Aswad M H, Kissová J, Rihova L, Zavrelova J, Ovesná P, Penka M
Klin Onkol. 2019 Spring;32(2):109-116. doi: 10.14735/amko2019109.
Microparticles (MPs) are small (0.1-1 μm) cell-derived vesicles released during activation or apoptosis, with a surface-exposed phosphatidylserine along with antigens indicating the cellular origin. The level of MPs is known to be elevated in thromboembolic diseases and malignancies; it is believed that MPs are not only amplifying but can also initiate the thrombogenesis processes. BCR/ABL negative myeloproliferative neoplasms (MPNs) are clonal haematopoietic diseases, which include polycythemia vera, essential thrombocythemia and primary myelofibrosis. One of the main problems of MPN patients is high risk and incidence of thrombosis which affect the survival, quality of life and life expectancy.
The clinical significance of circulating MPs was assessed in a group of 179 patients with BCR/ABL-negative MPNs. Analysis of MPs was done using flow cytometry on 417 samples, and MPs procoagulation activity was performed using a functional assay called Zymuphen MP-activity (Hyphen Biomed, Neuville-sur-oise, France) on 274 samples.

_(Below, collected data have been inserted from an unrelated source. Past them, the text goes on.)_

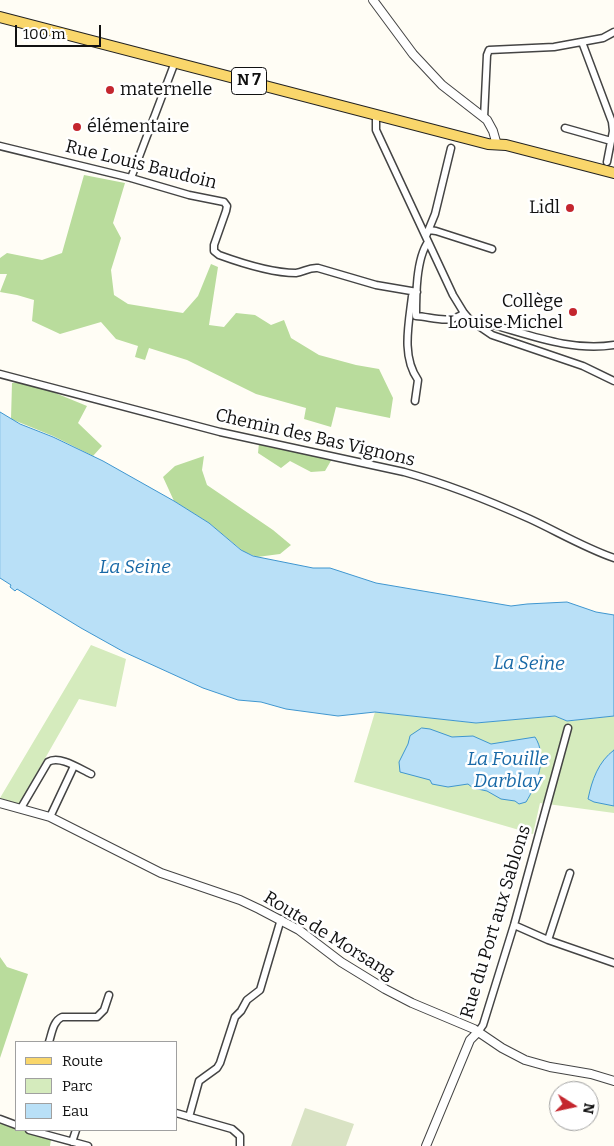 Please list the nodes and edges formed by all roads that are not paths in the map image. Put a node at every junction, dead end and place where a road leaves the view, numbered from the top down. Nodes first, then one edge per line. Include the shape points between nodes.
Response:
1 (373, 0) edge
2 (0, 17) edge
3 (614, 32) edge
4 (582, 42) junction
5 (175, 62) junction
6 (376, 115) junction
7 (484, 118) junction
8 (565, 128) dead end
9 (611, 140) junction
10 (498, 145) junction
11 (0, 146) edge
12 (451, 148) dead end
13 (607, 162) dead end
14 (614, 173) edge
15 (131, 178) junction
16 (614, 178) edge
17 (428, 236) junction
18 (492, 249) dead end
19 (416, 293) junction
20 (464, 313) junction
21 (476, 324) junction
22 (614, 345) edge
23 (0, 374) edge
24 (614, 381) edge
25 (415, 401) dead end
26 (614, 558) edge
27 (568, 728) dead end
28 (74, 766) junction
29 (91, 774) dead end
30 (0, 803) edge
31 (21, 808) junction
32 (50, 817) junction
33 (570, 873) dead end
34 (281, 919) junction
35 (514, 925) junction
36 (548, 940) junction
37 (614, 961) edge
38 (109, 995) dead end
39 (478, 1032) junction
40 (50, 1041) edge
41 (614, 1081) edge
42 (178, 1114) edge
43 (189, 1117) junction
44 (0, 1120) edge
45 (15, 1126) edge
46 (33, 1131) edge
47 (76, 1131) edge
48 (72, 1142) junction
49 (88, 1146) edge
50 (240, 1146) edge
51 (426, 1146) edge

1 - 7 street via 413,54 442,85
2 - 5 main road, N 7
3 - 4 street
4 - 7 street via 554,47 489,50
4 - 9 street via 612,122
5 - 6 main road, N 7
5 - 15 street
6 - 10 main road, N 7
6 - 17 street via 376,130
7 - 10 street
8 - 9 street
9 - 13 street
10 - 14 main road, N 7
10 - 16 main road, N 7 via 505,151
11 - 15 street, Rue Louis Baudoin
12 - 17 street
15 - 19 street, Rue Louis Baudoin via 226,203 214,244 214,251 219,255 254,266 296,273 318,268
17 - 18 street via 436,231
17 - 19 street
17 - 20 street
19 - 20 street via 416,316 451,320
19 - 25 street via 412,296 407,336 411,370 418,380
20 - 21 street
21 - 22 street via 486,323 570,345
21 - 24 street via 500,338 583,366
23 - 26 street, Chemin des Bas Vignons via 220,432 432,480 530,519
27 - 35 street, Rue du Port aux Sablons
28 - 29 street
28 - 31 street via 58,759 50,760
28 - 32 street
30 - 31 street, Route de Morsang
31 - 32 street, Route de Morsang
32 - 34 street, Route de Morsang via 161,873 240,900
33 - 36 street
34 - 39 street, Route de Morsang via 385,989
34 - 43 street via 260,990 247,1000 235,1017 220,1064 199,1081
35 - 36 street
35 - 39 street, Rue du Port aux Sablons
36 - 37 street
38 - 40 street via 104,1010 97,1017 59,1018
39 - 41 street, Route de Morsang via 525,1060
39 - 51 street, Rue du Port aux Sablons via 470,1040
42 - 43 street
43 - 50 street via 232,1130 240,1136
44 - 45 street
46 - 48 street
47 - 48 street
48 - 49 street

Significantly higher absolute and relative count of platelet MPs was found in MPN patients when compared with healthy group, respectively (p = 0.001, p = 0.043). Erythrocyte MPs were also significantly higher in MPN patients than in the healthy group (p < 0.001). Procoagulation activity of MPs was as well significantly higher in patients compared to the control group (p < 0.001). Patients with primary myelofibrosis had decreased absolute and relative count of platelet MPs compared to polycythemia vera and essential thrombocythemia patients, respectively (p = 0.008, p = 0.014). Presence of JAK2V617F mutation was associated with higher absolute and relative count of platelet MPs, respectively (p = 0.045, p = 0.029).
Although some literature data support the hypothesis of a direct relation between MPs and thrombotic events in MPN patients, further studies are needed to evaluate the clinical implication of MPs in the hypercoagulation state of MPN patients.
微粒(MPs)是在细胞激活或凋亡过程中释放的小(0.1 - 1μm)细胞衍生囊泡,其表面暴露有磷脂酰丝氨酸以及指示细胞来源的抗原。已知在血栓栓塞性疾病和恶性肿瘤中微粒水平会升高;据信微粒不仅会放大而且还能启动血栓形成过程。BCR/ABL阴性骨髓增殖性肿瘤(MPNs)是克隆性造血疾病,包括真性红细胞增多症、原发性血小板增多症和原发性骨髓纤维化。MPN患者的主要问题之一是血栓形成的高风险和发生率,这会影响患者的生存、生活质量和预期寿命。
在一组179例BCR/ABL阴性MPN患者中评估循环微粒的临床意义。使用流式细胞术对417份样本进行微粒分析,并使用一种名为Zymuphen MP-activity(Hyphen Biomed,法国努瓦西勒塞克)的功能测定法对274份样本进行微粒促凝活性检测。
与健康组相比,MPN患者的血小板微粒绝对计数和相对计数分别显著更高(p = 0.001,p = 0.043)。MPN患者的红细胞微粒也显著高于健康组(p < 0.001)。与对照组相比,患者微粒的促凝活性也显著更高(p < 0.001)。与真性红细胞增多症和原发性血小板增多症患者相比,原发性骨髓纤维化患者的血小板微粒绝对计数和相对计数分别降低(p = 0.008,p = 0.014)。JAK2V617F突变的存在分别与血小板微粒的更高绝对计数和相对计数相关(p = 0.045,p = 0.029)。
尽管一些文献数据支持MPs与MPN患者血栓形成事件之间存在直接关系的假设,但仍需要进一步研究来评估MPs在MPN患者高凝状态中的临床意义。